I think another way to say that is "own your choice." Our culture loves to pass the buck of responsibility. Speak the truth. "I'm leaving because of......"


2. To the person(s) involved...

Cornerstone is going through the Book of Acts in worship right now. In chapter 4 the first persecution breaks out against the new church. It's significant that the persecution leads to prayer, not Facebook and Twitter.

Social Media has given us an electronic tongue. In the Bible, James talks about the power of the tongue:
"With the tongue we praise our Lord and Father, and with it we curse men, who have been made in God’s likeness. 10 Out of the same mouth come praise and cursing. My brothers, this should not be." (James 3:9-10)
When we make a change in our lives and it involves leaving some people or a person, communication helps the change be redemptive instead of automatically destructive.

Triangulation with others about a 3rd person is neither Christian nor helpful. A good friend uses this phrase: "Stay in the room." Stay connected. Stay engaged in relationship even when a change is being chosen. It's redemptive that way. It honors the name of Jesus.

When we don't speak truth to the people involved and instead turn to electronic gossipping, the Kingdom is hurt. Jesus was clear that a main tool of His in evangelizing the world is the love shown between followers of Jesus (John 13). The way we talk about and care about other Christ-followers is a statement about the character of Jesus. It's really important.

3. With humility that you don't know everything

Departures sometimes occur because people don't realize that they don't know everything. Something happens - you liked a coach, a staff person, a co-worker - and that person is gone. Humility helps us remember that we don't have all the pieces to the puzzle and without those pieces we won't see the whole picture. 

It's disappointing that in many cases the actions of the departing party discredits all the previous good they have accomplished. The first two steps help keep the good track record intact.

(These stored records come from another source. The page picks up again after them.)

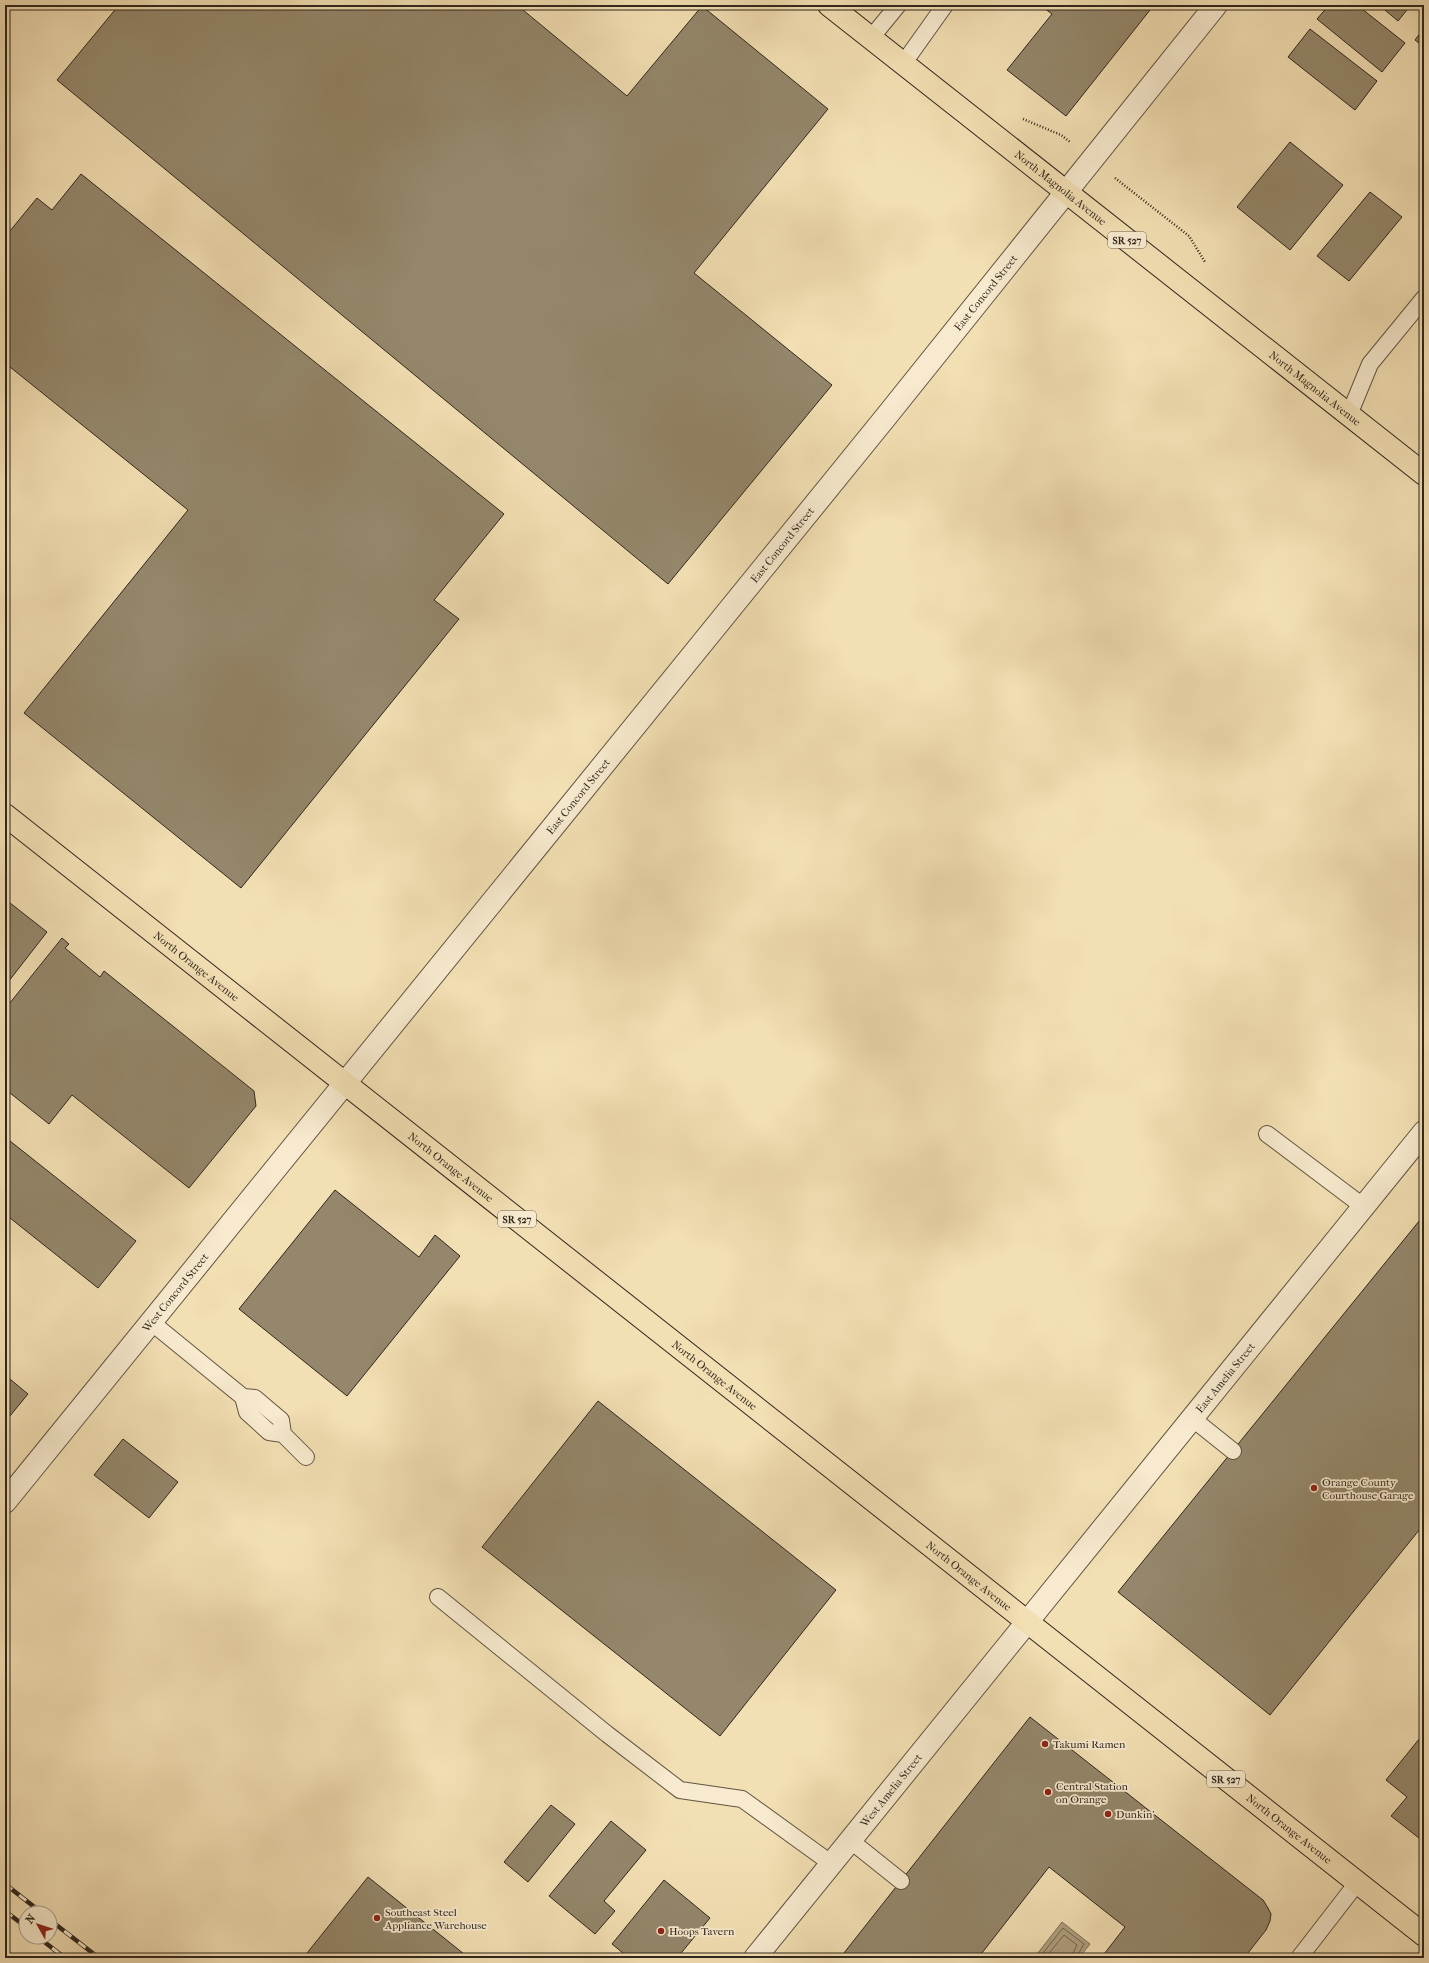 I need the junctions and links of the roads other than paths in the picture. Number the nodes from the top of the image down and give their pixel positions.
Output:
1 (829, 5) edge
2 (898, 5) edge
3 (945, 5) edge
4 (1216, 5) edge
5 (871, 38) junction
6 (903, 64) junction
7 (1067, 192) junction
8 (1424, 298) edge
9 (1349, 415) junction
10 (1424, 474) edge
11 (5, 815) edge
12 (344, 1082) junction
13 (1424, 1132) edge
14 (1267, 1134) dead end
15 (1364, 1207) junction
16 (151, 1322) junction
17 (1193, 1419) junction
18 (1233, 1451) dead end
19 (306, 1457) dead end
20 (5, 1502) edge
21 (438, 1597) dead end
22 (1028, 1623) junction
23 (850, 1841) junction
24 (832, 1864) junction
25 (901, 1881) dead end
26 (1357, 1883) junction
27 (1424, 1936) edge
28 (755, 1958) edge
29 (1298, 1958) edge

1 - 5 main road, North Magnolia Avenue / SR 527
2 - 5 lane
3 - 6 lane
4 - 7 street, East Concord Street
5 - 6 main road, North Magnolia Avenue / SR 527
6 - 7 main road, North Magnolia Avenue / SR 527
7 - 9 main road, North Magnolia Avenue / SR 527
7 - 12 street, East Concord Street
8 - 9 lane
9 - 10 main road, North Magnolia Avenue / SR 527
11 - 12 main road, North Orange Avenue / SR 527
12 - 16 street, West Concord Street
12 - 22 main road, North Orange Avenue / SR 527
13 - 15 street, East Amelia Street
14 - 15 lane
15 - 17 street, East Amelia Street
16 - 19 lane
16 - 20 street, West Concord Street
17 - 18 lane
17 - 22 street, East Amelia Street
21 - 24 lane
22 - 23 street, West Amelia Street
22 - 26 main road, North Orange Avenue / SR 527
23 - 24 street, West Amelia Street
23 - 25 lane
24 - 28 street, West Amelia Street
26 - 27 main road, North Orange Avenue / SR 527
26 - 29 lane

4. Don't take it personally

This is a recent lesson that has been freeing for my life. I have learned and continue to peel back the layers of the Q-TIP principle - Quit Taking It Personally. There is so much more to learn. It's an every day, every conversation destroyer of relationships. God continues to draw back the curtain, allowing me to see the far reaching impact of this disease.

Change happens. If you make a mistake that caused the change, learn from it but don't hold onto it.

This is a growing edge. You can read some of my blogging this summer as this lesson started to take hold in my life. (Q-TIP, Ego, In Touch with Reality, Endings & Beginnings). Henry Cloud's book Necessary Endings was very helpful. I continue to re-read my notes.

These steps have helped me guard my heart - when I apply them! Choosing not to follow any one of them puts a deadly seed in my heart that can poison every relationship around me. I've seen enough of that for a lifetime. Now it's time to change!